The City of New York passed a bill on December 29, 1965 that would award financial assistance, determined by New York City Board of Estimate, to the families of those hurt or killed while assisting a victim of a violent crime.

The New York State Senate passed a bill on July 5, 1966, that would allow innocent victims of crime to receive as much as $15,000 in compensation from the state. State Assembly Minority Leader, Moses Weinstein, who sponsored the bill, said, "For the first time, the state recognizes that it has a responsibility to be interested in what happens to the victim of a crime."
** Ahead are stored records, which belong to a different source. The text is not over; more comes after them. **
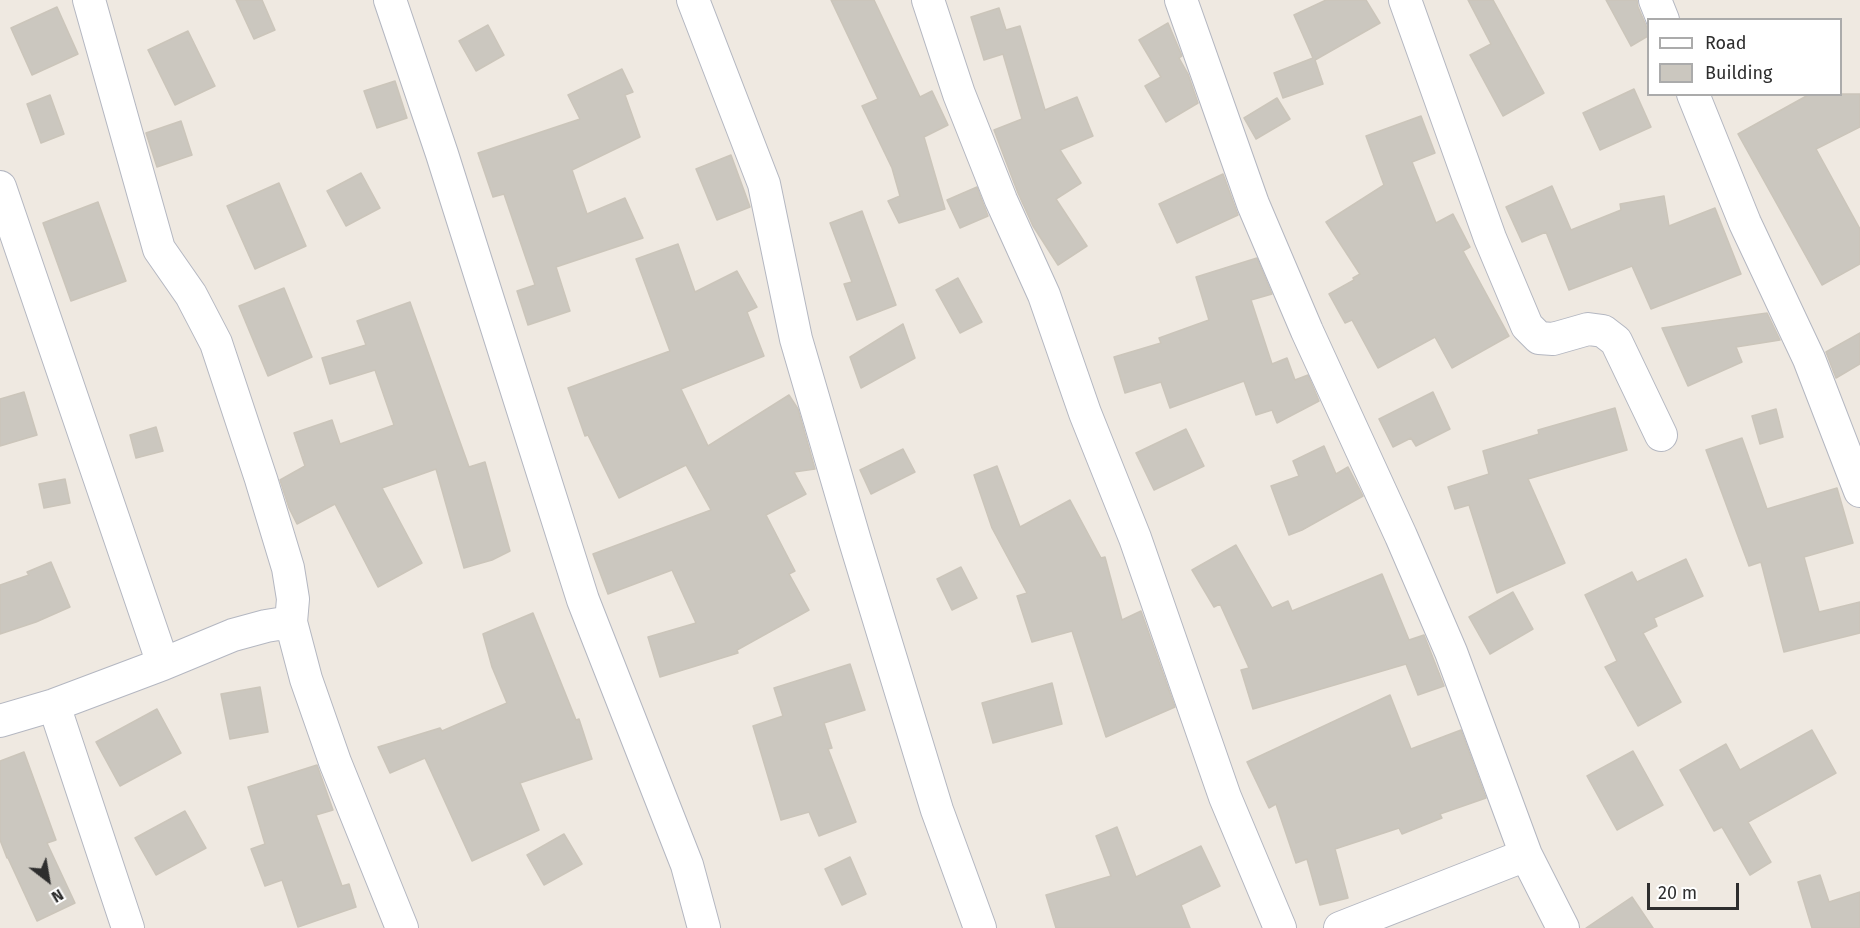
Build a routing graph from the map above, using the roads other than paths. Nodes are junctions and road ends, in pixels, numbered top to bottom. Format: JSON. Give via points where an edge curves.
{"nodes":[{"id":1,"x":89,"y":0,"type":"edge"},
{"id":2,"x":390,"y":0,"type":"edge"},
{"id":3,"x":693,"y":0,"type":"edge"},
{"id":4,"x":928,"y":0,"type":"edge"},
{"id":5,"x":1181,"y":0,"type":"edge"},
{"id":6,"x":1405,"y":0,"type":"edge"},
{"id":7,"x":1655,"y":0,"type":"edge"},
{"id":8,"x":1662,"y":18,"type":"edge"},
{"id":9,"x":1694,"y":96,"type":"edge"},
{"id":10,"x":0,"y":187,"type":"edge"},
{"id":11,"x":1661,"y":435,"type":"dead end"},
{"id":12,"x":1860,"y":491,"type":"edge"},
{"id":13,"x":291,"y":622,"type":"junction"},
{"id":14,"x":164,"y":664,"type":"junction"},
{"id":15,"x":54,"y":705,"type":"junction"},
{"id":16,"x":0,"y":721,"type":"edge"},
{"id":17,"x":1526,"y":855,"type":"junction"},
{"id":18,"x":128,"y":928,"type":"edge"},
{"id":19,"x":402,"y":928,"type":"edge"},
{"id":20,"x":704,"y":928,"type":"edge"},
{"id":21,"x":980,"y":928,"type":"edge"},
{"id":22,"x":1280,"y":928,"type":"edge"},
{"id":23,"x":1340,"y":928,"type":"edge"},
{"id":24,"x":1563,"y":928,"type":"edge"}],
"edges":[{"from":1,"to":13,"type":"street","via":[[159,249],[191,295],[216,343],[261,478],[288,568]]},
{"from":2,"to":20,"type":"street","via":[[583,600],[687,865]]},
{"from":3,"to":21,"type":"street","via":[[764,184],[796,339],[937,810]]},
{"from":4,"to":22,"type":"street","via":[[959,94],[1000,200],[1044,295],[1135,538],[1225,797]]},
{"from":5,"to":17,"type":"street","via":[[1253,204],[1450,652]]},
{"from":6,"to":11,"type":"street","via":[[1490,238],[1527,326],[1539,338],[1554,339],[1588,329],[1603,331],[1616,341]]},
{"from":7,"to":8,"type":"street"},
{"from":9,"to":12,"type":"street","via":[[1744,223],[1809,359]]},
{"from":10,"to":14,"type":"street"},
{"from":13,"to":14,"type":"street","via":[[233,635]]},
{"from":13,"to":19,"type":"street","via":[[335,762]]},
{"from":14,"to":15,"type":"street"},
{"from":15,"to":16,"type":"street"},
{"from":15,"to":18,"type":"street"},
{"from":17,"to":23,"type":"street"},
{"from":17,"to":24,"type":"street"}]}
Weinstein's bill was signed into law by Governor Rockefeller on August 1, 1966, creating the Crime Victims Compensation Board. During the board's first year of existence, it accepted 196 claims. The board eventually transitioned into what is now Office of Victim Services, a state agency that provides compensation to all eligible victims of crime and helps fund programs throughout the state that provide services to crime victims.

On October 14, 1966, a year and five days after Arthur Collins's murder, the Board of Estimate approved an annual compensation of $4,420 to his widow. The payments were to be paid retroactively (from the date of the murder) for the rest of her life or until she remarried. Christine Collins was the first person in New York State to be awarded victim compensation.